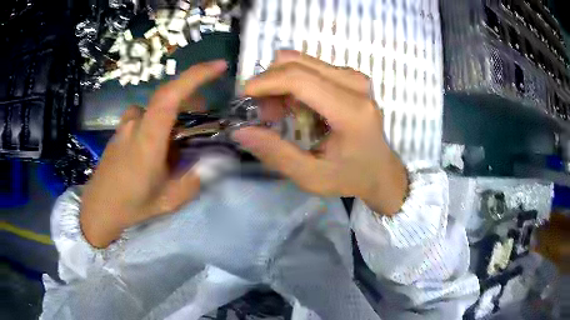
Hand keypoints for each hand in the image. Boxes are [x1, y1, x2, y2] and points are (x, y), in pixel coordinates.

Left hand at [80, 60, 227, 247]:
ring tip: (181, 135)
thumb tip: (212, 163)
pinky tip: (158, 146)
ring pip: (155, 108)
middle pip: (167, 96)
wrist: (98, 207)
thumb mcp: (169, 200)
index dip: (195, 75)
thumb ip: (194, 181)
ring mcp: (125, 125)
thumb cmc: (131, 205)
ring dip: (173, 113)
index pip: (171, 95)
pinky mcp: (120, 130)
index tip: (219, 66)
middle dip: (190, 97)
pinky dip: (159, 122)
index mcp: (148, 138)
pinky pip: (145, 116)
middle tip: (206, 113)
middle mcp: (135, 123)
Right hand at [232, 51, 407, 214]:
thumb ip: (276, 154)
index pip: (299, 79)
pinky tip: (295, 108)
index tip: (243, 98)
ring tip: (278, 113)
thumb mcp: (311, 176)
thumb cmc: (351, 176)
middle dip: (270, 83)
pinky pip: (311, 67)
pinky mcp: (351, 77)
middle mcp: (356, 85)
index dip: (265, 83)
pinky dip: (293, 84)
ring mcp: (355, 77)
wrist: (381, 170)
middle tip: (263, 113)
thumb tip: (240, 132)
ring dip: (280, 83)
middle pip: (297, 64)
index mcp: (351, 111)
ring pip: (301, 62)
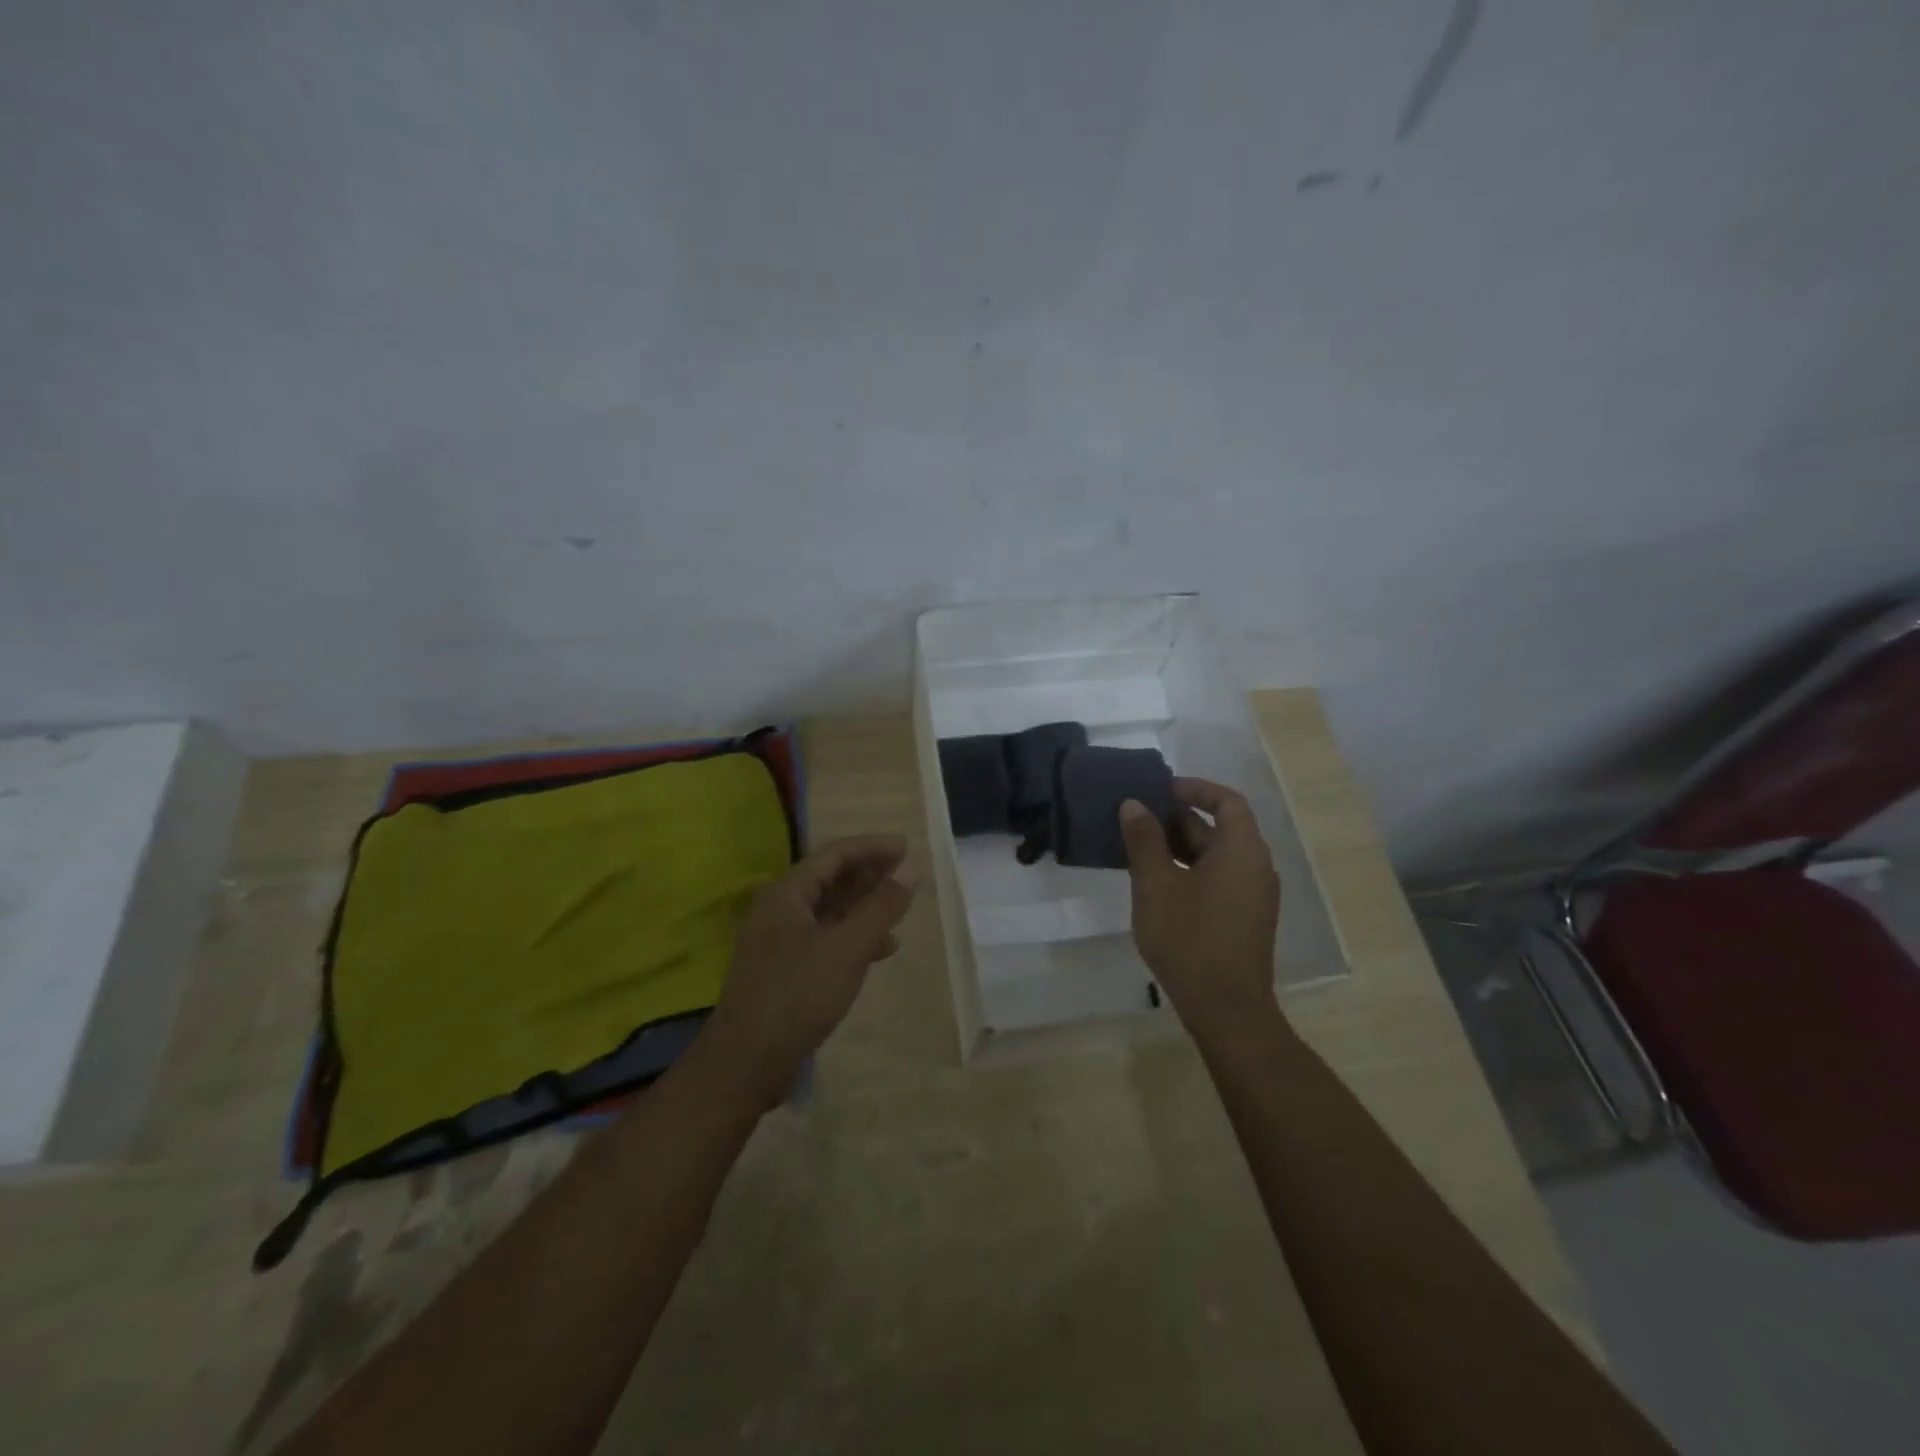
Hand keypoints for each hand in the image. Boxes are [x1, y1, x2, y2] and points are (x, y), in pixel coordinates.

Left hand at [706, 835, 916, 1105]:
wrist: (747, 1062)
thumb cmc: (798, 994)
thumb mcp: (848, 947)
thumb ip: (881, 906)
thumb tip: (910, 869)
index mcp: (786, 893)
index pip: (834, 854)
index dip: (872, 847)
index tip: (907, 848)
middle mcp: (779, 909)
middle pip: (830, 879)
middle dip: (870, 874)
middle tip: (907, 874)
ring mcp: (780, 941)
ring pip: (830, 910)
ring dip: (865, 906)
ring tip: (900, 908)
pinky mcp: (785, 970)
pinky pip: (826, 938)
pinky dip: (854, 937)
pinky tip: (881, 948)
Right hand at [1120, 778, 1282, 1039]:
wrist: (1225, 1008)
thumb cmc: (1190, 938)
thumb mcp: (1156, 884)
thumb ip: (1144, 840)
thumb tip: (1133, 805)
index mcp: (1242, 850)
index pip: (1226, 801)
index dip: (1195, 789)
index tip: (1160, 789)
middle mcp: (1255, 867)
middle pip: (1220, 828)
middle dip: (1178, 819)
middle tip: (1137, 817)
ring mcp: (1252, 896)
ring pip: (1216, 856)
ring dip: (1180, 846)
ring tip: (1138, 847)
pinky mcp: (1243, 919)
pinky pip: (1218, 879)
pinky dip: (1189, 870)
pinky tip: (1156, 883)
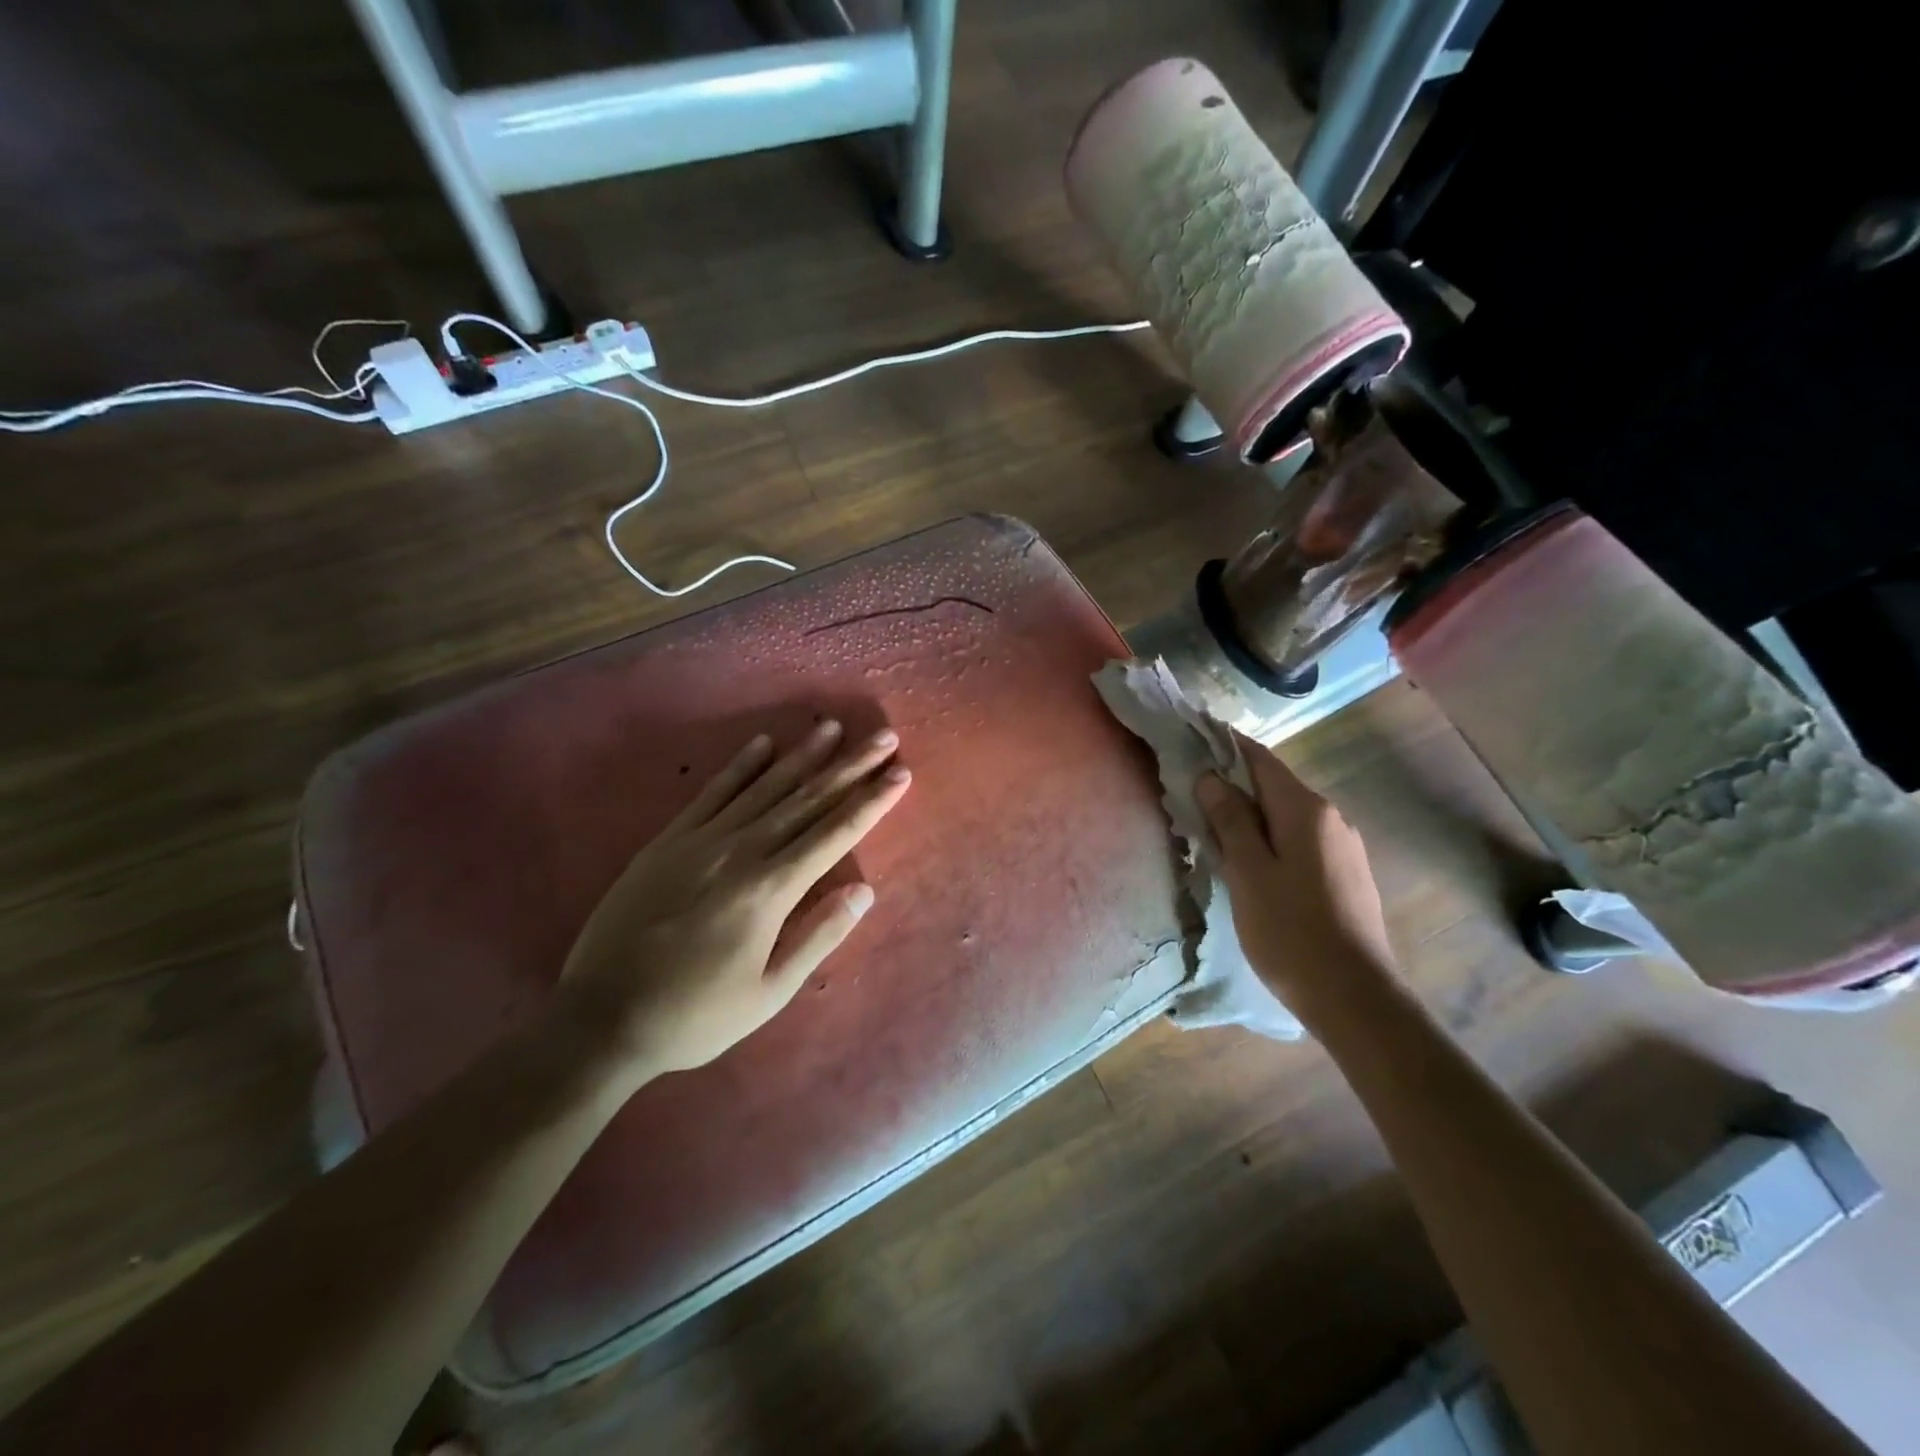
##########
Work item: Reproduce the complete set of records verbatim and omit the pictures.

Solution for this problem:
Hand keypoints for each hand in the image. Boxes are [x1, y1, x2, y2] and points are (x, y), in pixel coordinates.

Left hand at [80, 60, 227, 247]:
ring tip: (181, 135)
thumb tip: (212, 163)
pinky tip: (158, 146)
ring pip: (155, 108)
middle pip: (167, 96)
wrist: (98, 207)
thumb mcp: (169, 200)
index dip: (195, 75)
thumb ip: (194, 181)
ring mcp: (125, 125)
thumb cmc: (131, 205)
ring dip: (173, 113)
index pip: (171, 95)
pinky mcp: (120, 130)
index tip: (219, 66)
middle dip: (190, 97)
pinky dip: (159, 122)
index mcp: (148, 138)
pinky pip: (145, 116)
middle tip: (206, 113)
middle mcp: (135, 123)
Right hand at [232, 51, 407, 214]:
thumb ip: (276, 154)
index pip: (299, 79)
pinky tip: (295, 108)
index tip: (243, 98)
ring tip: (278, 113)
thumb mcp: (311, 176)
thumb cmc: (351, 176)
middle dip: (270, 83)
pinky pip: (311, 67)
pinky mcp: (351, 77)
middle mcp: (356, 85)
index dip: (265, 83)
pinky dip: (293, 84)
ring mcp: (355, 77)
wrist: (381, 170)
middle tip: (263, 113)
thumb tip: (240, 132)
ring dip: (280, 83)
middle pip: (297, 64)
index mcp: (351, 111)
ring pip: (301, 62)
Hand keypoints for each hand in the image. Boxes are [x1, y1, x2, y2] and points are (x, y), in pixel coordinates.

Left hand at [706, 835, 916, 1105]:
wrist: (747, 1062)
thumb cmc: (798, 994)
thumb mcp: (848, 947)
thumb ip: (881, 906)
thumb tip: (910, 869)
index mcp: (786, 893)
index pip: (834, 854)
index dip: (872, 847)
index tip: (907, 848)
middle mcp: (779, 909)
middle pip: (830, 879)
middle dip: (870, 874)
middle tip: (907, 874)
ring mcp: (780, 941)
ring pip: (830, 910)
ring dip: (865, 906)
ring tip: (900, 908)
pinky mcp: (785, 970)
pinky pip: (826, 938)
pinky dip: (854, 937)
pinky tip: (881, 948)
Right hand at [1120, 778, 1282, 1039]:
wrist: (1225, 1008)
thumb cmc: (1190, 938)
thumb mcp: (1156, 884)
thumb ip: (1144, 840)
thumb tip: (1133, 805)
index mcp: (1242, 850)
index pip: (1226, 801)
index dip: (1195, 789)
index tip: (1160, 789)
middle mcp: (1255, 867)
middle pip: (1220, 828)
middle dip: (1178, 819)
middle tip: (1137, 817)
ring mcp: (1252, 896)
ring pip: (1216, 856)
ring dip: (1180, 846)
ring tip: (1138, 847)
pinky mcp: (1243, 919)
pinky pip: (1218, 879)
pinky dip: (1189, 870)
pinky tip: (1156, 883)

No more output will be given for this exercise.